The estimation of any political decision should take into account the global development of the economy as well. E.g. one can consider the total income and how it is split into the two parts - the income from the capital and the income from the labor. One can observe that the share of the total income that is generated by the labor has declined by some 10% in the last decade or so. This can be partially attributed to the decreased workforce costs (because many large economies has adopted the free market principles and became more integrated in the global trade) but large part of this can be attributed to the development of the technologies.

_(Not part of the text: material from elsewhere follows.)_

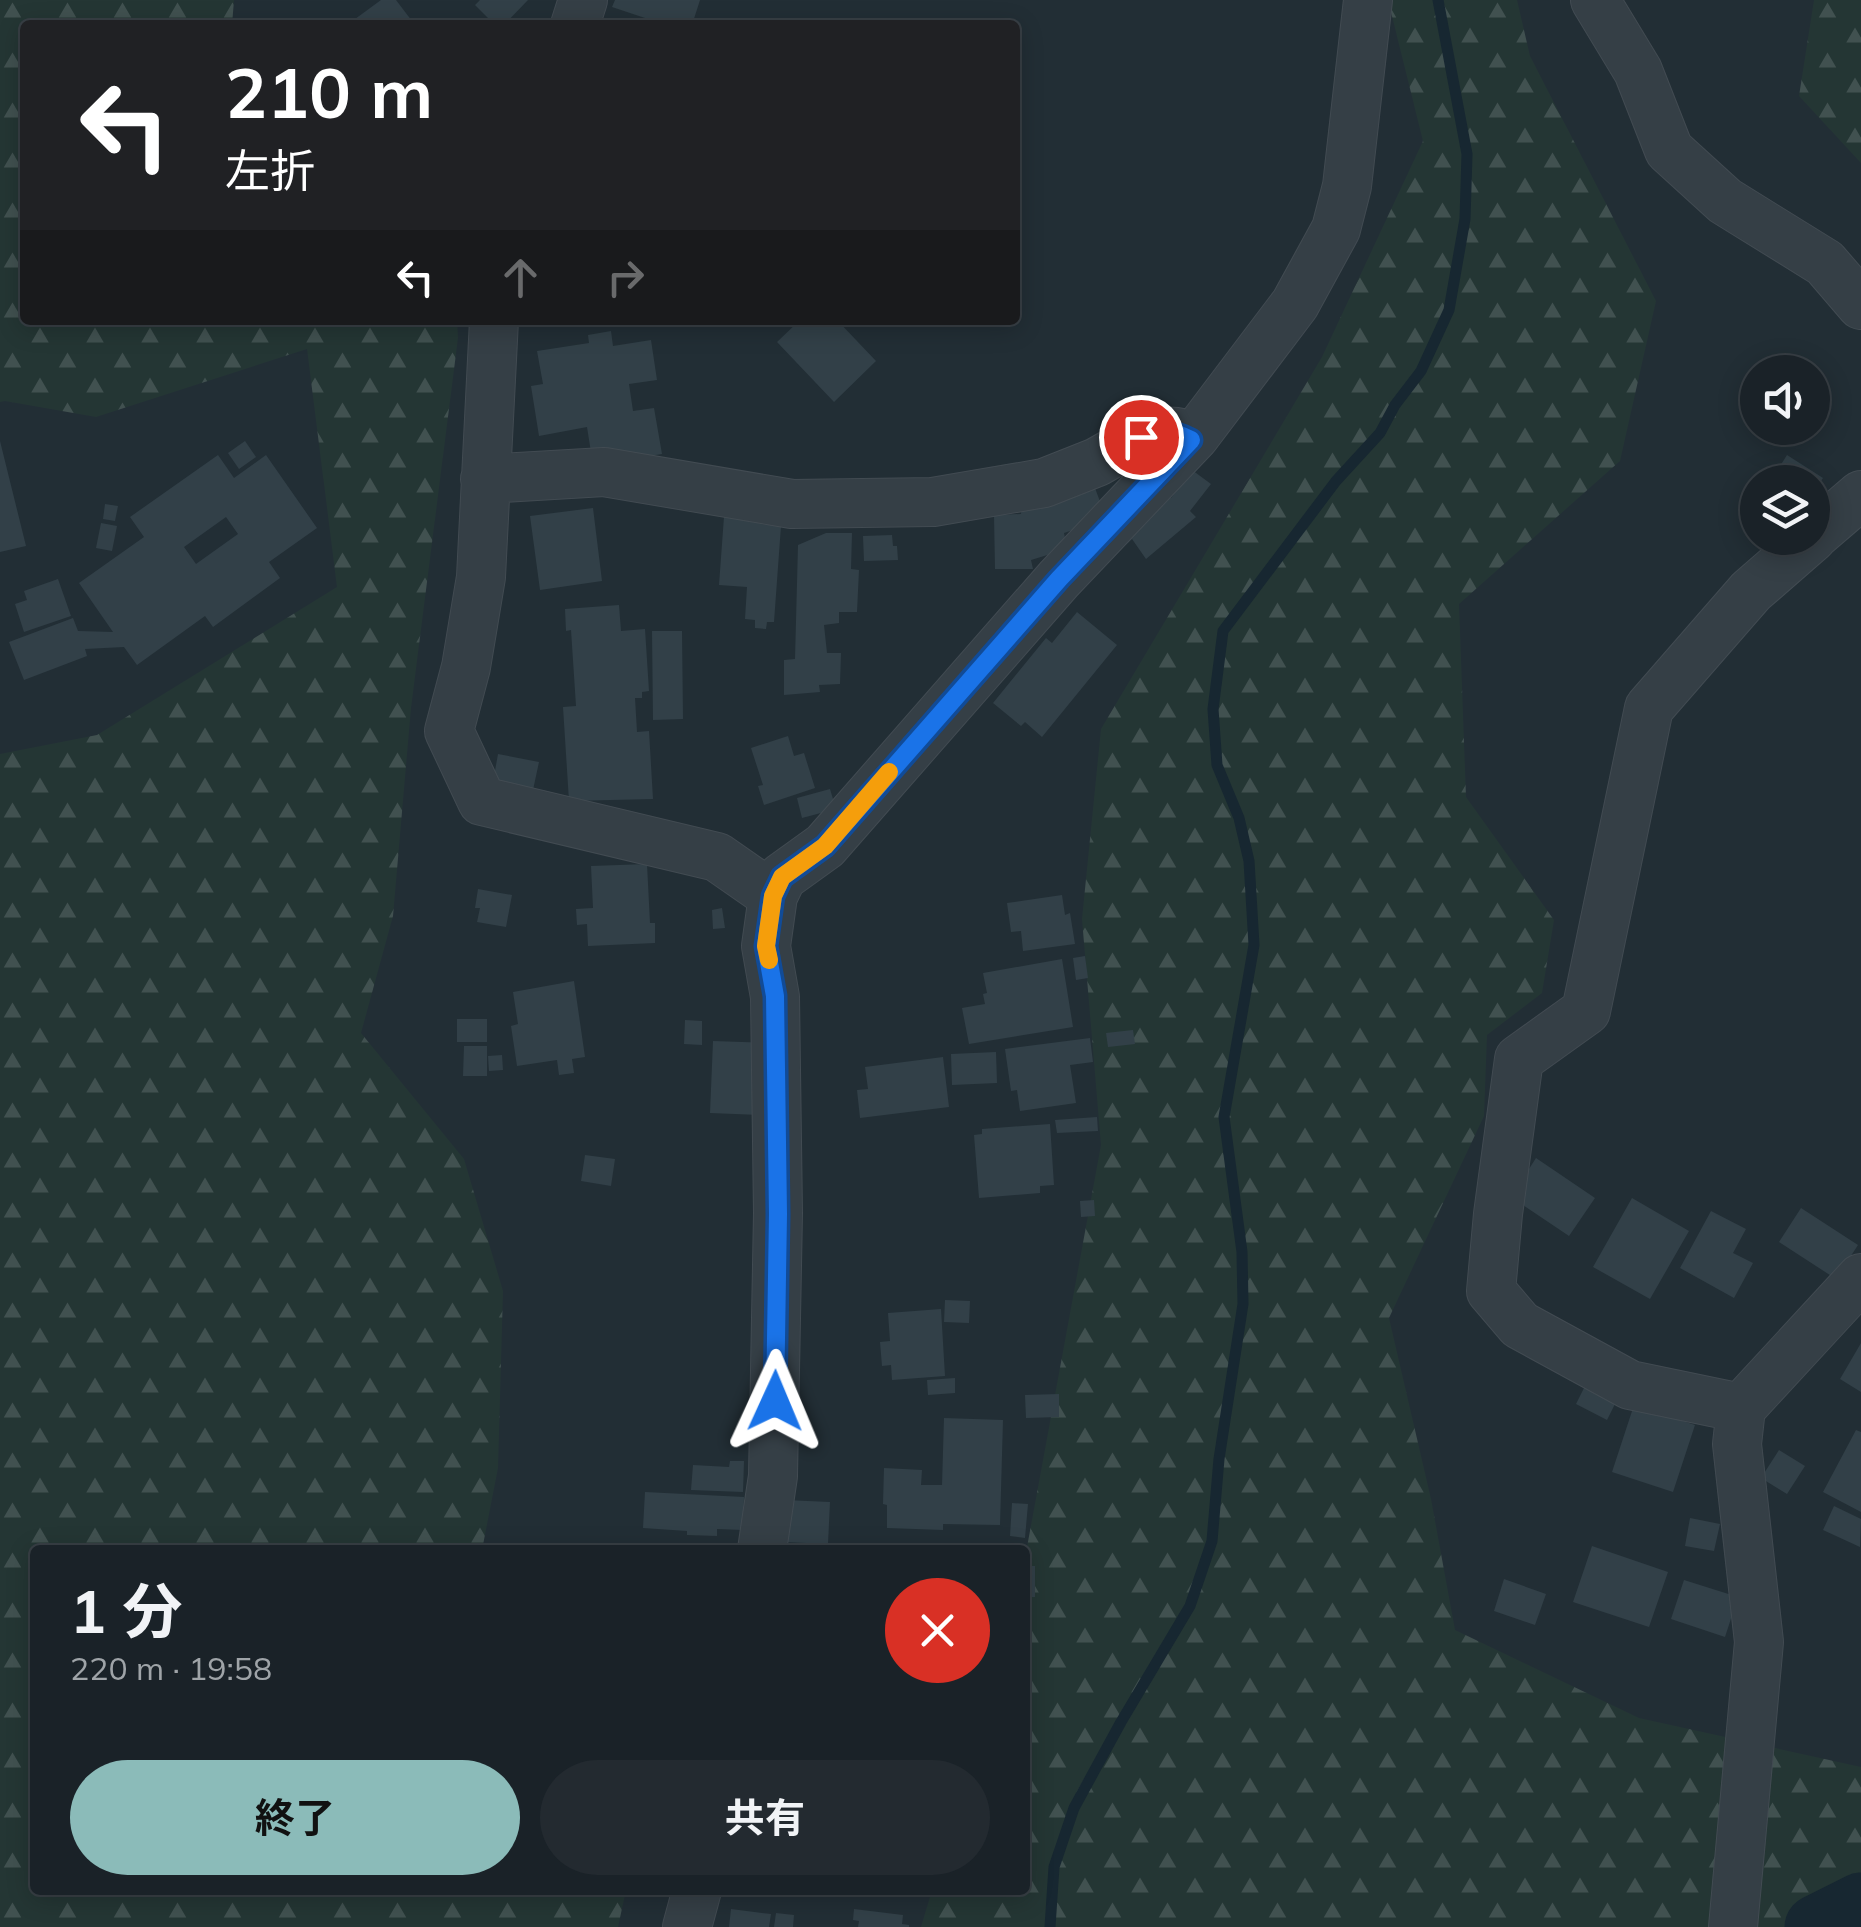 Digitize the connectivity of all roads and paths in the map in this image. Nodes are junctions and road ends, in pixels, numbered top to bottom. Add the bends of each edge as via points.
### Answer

Therefore, - if the internal devaluation is all about the costs of workforce then it can be dreadful for the future, because the future economies apparently will require more and more skilled (and not cheaper) workforce and companies will adopt technologies for all the job positions where it will be profitable (the development of technologies is making more and more technologies available for profitable use in companies) and therefore those work positions will be lost for employees altogether.